O envelhecimento é um processo intrínseco de qualquer ser vivo; faz parte do chamado ciclo da vida, que compreende as etapas de crescimento, amadurecimento, envelhecimento e morte. Nesta última etapa, as dinâmicas e forças que atuam no sentido de fazer o ser crescer e amadurecer invertem sua lógica para que esse mesmo ser possa morrer. Subverter, ou seja, deter ou mesmo reverter esse ciclo, é talvez um dos sonhos mais antigos da humanidade — sonho este que, nos últimos tempos, transformou-se em verdadeira obsessão.
O mito da imortalidade e da juventude eterna encontra-se presente no imaginário de quase todas as culturas ao longo da história. O curioso é constatar que nas antigas narrativas e na intuição literária normalmente esse sonho se transforma em pesadelo, e o dom tão desejado revela-se uma maldição.

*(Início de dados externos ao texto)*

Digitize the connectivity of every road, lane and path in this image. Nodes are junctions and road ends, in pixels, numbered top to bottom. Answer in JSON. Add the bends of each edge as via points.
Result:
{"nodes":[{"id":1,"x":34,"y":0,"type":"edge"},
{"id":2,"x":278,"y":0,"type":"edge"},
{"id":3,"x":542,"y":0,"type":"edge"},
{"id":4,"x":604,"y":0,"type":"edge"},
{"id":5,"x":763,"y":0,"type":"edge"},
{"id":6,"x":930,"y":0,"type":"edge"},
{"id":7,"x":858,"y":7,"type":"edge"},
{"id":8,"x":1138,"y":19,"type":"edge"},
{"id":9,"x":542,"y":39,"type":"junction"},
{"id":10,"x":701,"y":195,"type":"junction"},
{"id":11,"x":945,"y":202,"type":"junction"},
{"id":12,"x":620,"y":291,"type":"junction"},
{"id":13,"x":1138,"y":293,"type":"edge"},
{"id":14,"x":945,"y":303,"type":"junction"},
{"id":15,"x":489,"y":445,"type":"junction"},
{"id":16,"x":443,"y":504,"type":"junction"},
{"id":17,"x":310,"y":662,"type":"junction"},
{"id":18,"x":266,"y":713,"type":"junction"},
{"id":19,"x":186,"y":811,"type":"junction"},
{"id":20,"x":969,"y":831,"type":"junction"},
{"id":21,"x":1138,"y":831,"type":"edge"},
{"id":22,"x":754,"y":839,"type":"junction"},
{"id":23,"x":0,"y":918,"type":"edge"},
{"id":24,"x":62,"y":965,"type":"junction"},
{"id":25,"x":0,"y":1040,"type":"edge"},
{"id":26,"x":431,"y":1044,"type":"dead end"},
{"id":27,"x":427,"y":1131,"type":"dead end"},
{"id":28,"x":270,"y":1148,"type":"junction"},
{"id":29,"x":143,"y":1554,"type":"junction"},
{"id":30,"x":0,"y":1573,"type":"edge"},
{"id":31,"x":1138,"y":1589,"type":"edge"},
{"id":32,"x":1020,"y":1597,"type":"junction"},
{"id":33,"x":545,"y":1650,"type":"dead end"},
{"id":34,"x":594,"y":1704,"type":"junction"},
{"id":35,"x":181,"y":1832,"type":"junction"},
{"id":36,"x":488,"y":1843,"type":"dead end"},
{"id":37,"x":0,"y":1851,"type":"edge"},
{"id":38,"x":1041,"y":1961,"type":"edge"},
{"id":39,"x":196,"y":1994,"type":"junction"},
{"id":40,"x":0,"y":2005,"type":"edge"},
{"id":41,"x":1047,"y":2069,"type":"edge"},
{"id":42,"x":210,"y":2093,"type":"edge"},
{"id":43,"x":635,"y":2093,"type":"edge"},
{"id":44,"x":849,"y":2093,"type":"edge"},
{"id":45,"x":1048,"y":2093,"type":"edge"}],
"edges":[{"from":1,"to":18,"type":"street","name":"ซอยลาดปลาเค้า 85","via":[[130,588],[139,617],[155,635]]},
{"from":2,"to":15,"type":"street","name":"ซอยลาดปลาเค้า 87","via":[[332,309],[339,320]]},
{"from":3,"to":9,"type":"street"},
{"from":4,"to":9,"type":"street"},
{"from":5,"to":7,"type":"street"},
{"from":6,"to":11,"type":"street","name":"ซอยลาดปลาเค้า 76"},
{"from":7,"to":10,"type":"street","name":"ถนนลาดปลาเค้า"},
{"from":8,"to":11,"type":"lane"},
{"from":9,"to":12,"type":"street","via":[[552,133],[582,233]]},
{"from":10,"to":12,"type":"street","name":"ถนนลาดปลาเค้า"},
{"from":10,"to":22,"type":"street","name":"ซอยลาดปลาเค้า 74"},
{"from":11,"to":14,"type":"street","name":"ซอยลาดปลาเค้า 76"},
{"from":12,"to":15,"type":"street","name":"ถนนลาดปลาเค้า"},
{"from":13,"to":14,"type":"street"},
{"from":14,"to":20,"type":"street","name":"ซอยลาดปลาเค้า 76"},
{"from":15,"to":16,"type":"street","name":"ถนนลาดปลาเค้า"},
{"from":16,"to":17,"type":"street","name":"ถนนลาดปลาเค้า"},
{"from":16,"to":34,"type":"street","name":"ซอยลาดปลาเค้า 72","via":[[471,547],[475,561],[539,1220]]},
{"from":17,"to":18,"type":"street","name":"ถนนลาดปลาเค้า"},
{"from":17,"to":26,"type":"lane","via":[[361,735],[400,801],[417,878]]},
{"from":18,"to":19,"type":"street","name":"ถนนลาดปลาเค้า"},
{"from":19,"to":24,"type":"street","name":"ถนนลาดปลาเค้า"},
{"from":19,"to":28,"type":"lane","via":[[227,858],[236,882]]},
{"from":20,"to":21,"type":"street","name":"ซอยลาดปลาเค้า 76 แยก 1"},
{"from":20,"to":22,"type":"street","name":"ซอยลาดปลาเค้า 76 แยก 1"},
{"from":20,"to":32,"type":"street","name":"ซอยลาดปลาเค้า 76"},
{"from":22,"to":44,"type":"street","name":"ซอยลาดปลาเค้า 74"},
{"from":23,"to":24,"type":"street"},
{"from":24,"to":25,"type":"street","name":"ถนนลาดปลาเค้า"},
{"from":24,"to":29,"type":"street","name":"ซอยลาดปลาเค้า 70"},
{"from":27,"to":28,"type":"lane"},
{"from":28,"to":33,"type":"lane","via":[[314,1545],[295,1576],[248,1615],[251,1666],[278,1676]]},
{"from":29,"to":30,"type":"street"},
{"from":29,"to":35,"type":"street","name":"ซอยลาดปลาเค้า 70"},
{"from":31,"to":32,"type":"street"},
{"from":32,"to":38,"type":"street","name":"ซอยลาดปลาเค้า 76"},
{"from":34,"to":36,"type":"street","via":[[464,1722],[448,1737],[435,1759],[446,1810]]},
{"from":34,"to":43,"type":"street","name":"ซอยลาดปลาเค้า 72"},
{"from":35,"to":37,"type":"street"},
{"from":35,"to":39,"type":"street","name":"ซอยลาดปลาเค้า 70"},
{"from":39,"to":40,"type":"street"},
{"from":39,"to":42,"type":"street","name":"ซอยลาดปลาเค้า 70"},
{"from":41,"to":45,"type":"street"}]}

Jonathan Swift explorou esse tema em As Viagens de Gulliver de forma tragicômica, e Bram Stoker, de modo terrivelmente dramático, em Drácula. É numa das narrativas mais antigas da história da humanidade, contudo, que o dilema da imortalidade e da juventude eterna é abordado da maneira mais profunda e emblemática. Na Odisseia de Homero, escrita há 2.800 anos, a Ulisses, grande herói grego, é oferecido pela deusa Calipso, em uma ilha paradisíaca, o dom da imortalidade e da juventude eterna. Ele, no entanto, o recusa, pois seu desejo era o de retornar à casa, de onde já estava ausente havia 20 anos, para reencontrar seu filho e sua esposa e ao lado deles envelhecer e morrer, depois de uma vida longa e desafiadora.
As velhas narrativas nos ensinam que não é próprio do humano viver numa eterna juventude. Assim como precisamos crescer, sair, viver, sofrer e amadurecer para realizar nossa própria beleza, precisamos também saber envelhecer e morrer. Eis o que nos faz plenamente humanos.
Não se trata aqui de idealizar ou romantizar uma etapa tremendamente difícil, à qual o declínio físico e mental apresenta-se de forma inexorável e irremediável. Entretanto, o pavor e a negação da velhice, concretizados atualmente na obsessão terapêutica e estética, com sua enxurrada de remédios, vitaminas, procedimentos e intervenções mais absurdas, demonstram na verdade uma visão muito pobre e rasa da realidade da vida; uma visão que reduz a existência à simples boa forma física e mental, desconsiderando sua dimensão espiritual e transcendental.
Somos muito mais do que um conjunto de órgãos, músculos e neurônios em bom funcionamento e excelente performance. Manter a saúde vai muito além de conseguir correr uma maratona – ou mesmo uma meia –, esconder as rugas e evitar a queda dos cabelos. Manter a saúde existencial passa por encontrar o equilíbrio entre preservar a possível forma física e mental nos limites de cada idade e promover a ampliação da esfera do ser – para usar uma expressão de Montesquieu. Isso significa exercitar a alma, o espírito, pela leitura, pelo estudo, pela convivência com o próximo e pela prática de virtudes como a gentileza, a cordialidade, a fé e a esperança. Em poucas palavras, parodiando o Bobo da Corte do Rei Lear de Shakespeare, trata-se de adquirir a sabedoria antes de ficar velho; de buscar a sabedoria para que envelheçamos de forma sábia, saudável, digna, sem medo, e não da forma estulta e ridícula como estamos fazendo: escondendo-a ou negando-a. A sabedoria nos ensina que aceitar a velhice e a morte de maneira sábia é a forma mais saudável de morrer e assim deixar nosso legado para eternidade, enquanto vivemos a nossa.
Convido você, leitor(a), a refletir sobre isso, pois como ensinou Montaigne, filosofar é aprender a morrer.